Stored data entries
+--
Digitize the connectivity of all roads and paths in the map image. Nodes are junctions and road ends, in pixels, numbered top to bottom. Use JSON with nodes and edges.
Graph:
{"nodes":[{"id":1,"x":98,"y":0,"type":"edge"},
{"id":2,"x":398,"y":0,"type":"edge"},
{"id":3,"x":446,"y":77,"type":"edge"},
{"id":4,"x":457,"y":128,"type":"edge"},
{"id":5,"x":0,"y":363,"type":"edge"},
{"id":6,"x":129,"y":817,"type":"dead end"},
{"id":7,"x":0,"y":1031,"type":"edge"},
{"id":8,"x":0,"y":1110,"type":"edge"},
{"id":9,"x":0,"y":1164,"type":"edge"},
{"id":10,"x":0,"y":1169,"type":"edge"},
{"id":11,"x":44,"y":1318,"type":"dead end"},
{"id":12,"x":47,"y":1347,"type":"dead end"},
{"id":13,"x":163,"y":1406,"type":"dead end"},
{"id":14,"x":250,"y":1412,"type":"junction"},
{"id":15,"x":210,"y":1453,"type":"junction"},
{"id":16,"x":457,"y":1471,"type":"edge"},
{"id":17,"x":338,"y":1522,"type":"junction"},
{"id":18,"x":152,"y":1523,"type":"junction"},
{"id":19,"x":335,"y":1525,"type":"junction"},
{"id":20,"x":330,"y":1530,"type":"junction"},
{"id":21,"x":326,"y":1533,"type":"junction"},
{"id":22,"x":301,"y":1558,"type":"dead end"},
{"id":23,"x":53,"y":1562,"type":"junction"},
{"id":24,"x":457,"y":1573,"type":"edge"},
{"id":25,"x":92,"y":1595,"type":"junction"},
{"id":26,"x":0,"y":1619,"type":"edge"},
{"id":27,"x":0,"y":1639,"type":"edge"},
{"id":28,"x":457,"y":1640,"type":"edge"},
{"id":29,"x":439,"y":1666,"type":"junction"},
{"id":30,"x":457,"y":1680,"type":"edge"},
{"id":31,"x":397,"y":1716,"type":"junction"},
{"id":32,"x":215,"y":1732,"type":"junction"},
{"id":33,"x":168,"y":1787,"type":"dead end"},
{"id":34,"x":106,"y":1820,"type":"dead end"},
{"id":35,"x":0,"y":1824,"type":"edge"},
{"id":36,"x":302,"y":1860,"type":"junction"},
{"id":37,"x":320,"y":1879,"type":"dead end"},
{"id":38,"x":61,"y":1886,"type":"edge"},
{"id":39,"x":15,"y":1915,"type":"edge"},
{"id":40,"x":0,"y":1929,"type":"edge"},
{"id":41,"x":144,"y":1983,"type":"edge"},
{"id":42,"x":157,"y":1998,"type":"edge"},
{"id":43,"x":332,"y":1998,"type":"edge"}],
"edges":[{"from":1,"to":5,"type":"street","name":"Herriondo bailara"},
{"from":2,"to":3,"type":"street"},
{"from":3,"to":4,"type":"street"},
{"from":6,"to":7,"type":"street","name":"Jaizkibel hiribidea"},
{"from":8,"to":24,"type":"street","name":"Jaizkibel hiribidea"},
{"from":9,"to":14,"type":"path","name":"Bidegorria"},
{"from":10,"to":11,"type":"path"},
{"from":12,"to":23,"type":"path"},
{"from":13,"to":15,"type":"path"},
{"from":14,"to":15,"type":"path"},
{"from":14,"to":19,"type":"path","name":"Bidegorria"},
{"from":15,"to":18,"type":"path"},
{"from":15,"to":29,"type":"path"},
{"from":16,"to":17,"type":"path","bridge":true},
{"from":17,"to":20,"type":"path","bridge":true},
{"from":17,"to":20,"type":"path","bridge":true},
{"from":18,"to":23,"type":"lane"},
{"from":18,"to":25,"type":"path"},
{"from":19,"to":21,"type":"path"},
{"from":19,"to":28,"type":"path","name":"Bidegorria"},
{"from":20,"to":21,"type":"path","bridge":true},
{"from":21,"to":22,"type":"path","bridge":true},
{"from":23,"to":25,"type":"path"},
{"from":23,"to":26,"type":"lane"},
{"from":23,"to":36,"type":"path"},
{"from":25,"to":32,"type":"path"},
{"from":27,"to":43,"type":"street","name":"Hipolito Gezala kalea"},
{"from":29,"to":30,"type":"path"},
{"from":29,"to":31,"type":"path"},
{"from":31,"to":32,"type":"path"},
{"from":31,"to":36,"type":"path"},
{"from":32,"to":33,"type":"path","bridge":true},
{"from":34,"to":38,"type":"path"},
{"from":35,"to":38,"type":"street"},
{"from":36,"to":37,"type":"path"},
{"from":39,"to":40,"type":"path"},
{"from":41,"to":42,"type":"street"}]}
+--
## What is needed
The response should consist of all the entries, set down exactly.

## Reply to the exercise
Digitize the connectivity of all roads and paths in the map image. Nodes are junctions and road ends, in pixels, numbered top to bottom. Use JSON with nodes and edges.
Graph:
{"nodes":[{"id":1,"x":98,"y":0,"type":"edge"},
{"id":2,"x":398,"y":0,"type":"edge"},
{"id":3,"x":446,"y":77,"type":"edge"},
{"id":4,"x":457,"y":128,"type":"edge"},
{"id":5,"x":0,"y":363,"type":"edge"},
{"id":6,"x":129,"y":817,"type":"dead end"},
{"id":7,"x":0,"y":1031,"type":"edge"},
{"id":8,"x":0,"y":1110,"type":"edge"},
{"id":9,"x":0,"y":1164,"type":"edge"},
{"id":10,"x":0,"y":1169,"type":"edge"},
{"id":11,"x":44,"y":1318,"type":"dead end"},
{"id":12,"x":47,"y":1347,"type":"dead end"},
{"id":13,"x":163,"y":1406,"type":"dead end"},
{"id":14,"x":250,"y":1412,"type":"junction"},
{"id":15,"x":210,"y":1453,"type":"junction"},
{"id":16,"x":457,"y":1471,"type":"edge"},
{"id":17,"x":338,"y":1522,"type":"junction"},
{"id":18,"x":152,"y":1523,"type":"junction"},
{"id":19,"x":335,"y":1525,"type":"junction"},
{"id":20,"x":330,"y":1530,"type":"junction"},
{"id":21,"x":326,"y":1533,"type":"junction"},
{"id":22,"x":301,"y":1558,"type":"dead end"},
{"id":23,"x":53,"y":1562,"type":"junction"},
{"id":24,"x":457,"y":1573,"type":"edge"},
{"id":25,"x":92,"y":1595,"type":"junction"},
{"id":26,"x":0,"y":1619,"type":"edge"},
{"id":27,"x":0,"y":1639,"type":"edge"},
{"id":28,"x":457,"y":1640,"type":"edge"},
{"id":29,"x":439,"y":1666,"type":"junction"},
{"id":30,"x":457,"y":1680,"type":"edge"},
{"id":31,"x":397,"y":1716,"type":"junction"},
{"id":32,"x":215,"y":1732,"type":"junction"},
{"id":33,"x":168,"y":1787,"type":"dead end"},
{"id":34,"x":106,"y":1820,"type":"dead end"},
{"id":35,"x":0,"y":1824,"type":"edge"},
{"id":36,"x":302,"y":1860,"type":"junction"},
{"id":37,"x":320,"y":1879,"type":"dead end"},
{"id":38,"x":61,"y":1886,"type":"edge"},
{"id":39,"x":15,"y":1915,"type":"edge"},
{"id":40,"x":0,"y":1929,"type":"edge"},
{"id":41,"x":144,"y":1983,"type":"edge"},
{"id":42,"x":157,"y":1998,"type":"edge"},
{"id":43,"x":332,"y":1998,"type":"edge"}],
"edges":[{"from":1,"to":5,"type":"street","name":"Herriondo bailara"},
{"from":2,"to":3,"type":"street"},
{"from":3,"to":4,"type":"street"},
{"from":6,"to":7,"type":"street","name":"Jaizkibel hiribidea"},
{"from":8,"to":24,"type":"street","name":"Jaizkibel hiribidea"},
{"from":9,"to":14,"type":"path","name":"Bidegorria"},
{"from":10,"to":11,"type":"path"},
{"from":12,"to":23,"type":"path"},
{"from":13,"to":15,"type":"path"},
{"from":14,"to":15,"type":"path"},
{"from":14,"to":19,"type":"path","name":"Bidegorria"},
{"from":15,"to":18,"type":"path"},
{"from":15,"to":29,"type":"path"},
{"from":16,"to":17,"type":"path","bridge":true},
{"from":17,"to":20,"type":"path","bridge":true},
{"from":17,"to":20,"type":"path","bridge":true},
{"from":18,"to":23,"type":"lane"},
{"from":18,"to":25,"type":"path"},
{"from":19,"to":21,"type":"path"},
{"from":19,"to":28,"type":"path","name":"Bidegorria"},
{"from":20,"to":21,"type":"path","bridge":true},
{"from":21,"to":22,"type":"path","bridge":true},
{"from":23,"to":25,"type":"path"},
{"from":23,"to":26,"type":"lane"},
{"from":23,"to":36,"type":"path"},
{"from":25,"to":32,"type":"path"},
{"from":27,"to":43,"type":"street","name":"Hipolito Gezala kalea"},
{"from":29,"to":30,"type":"path"},
{"from":29,"to":31,"type":"path"},
{"from":31,"to":32,"type":"path"},
{"from":31,"to":36,"type":"path"},
{"from":32,"to":33,"type":"path","bridge":true},
{"from":34,"to":38,"type":"path"},
{"from":35,"to":38,"type":"street"},
{"from":36,"to":37,"type":"path"},
{"from":39,"to":40,"type":"path"},
{"from":41,"to":42,"type":"street"}]}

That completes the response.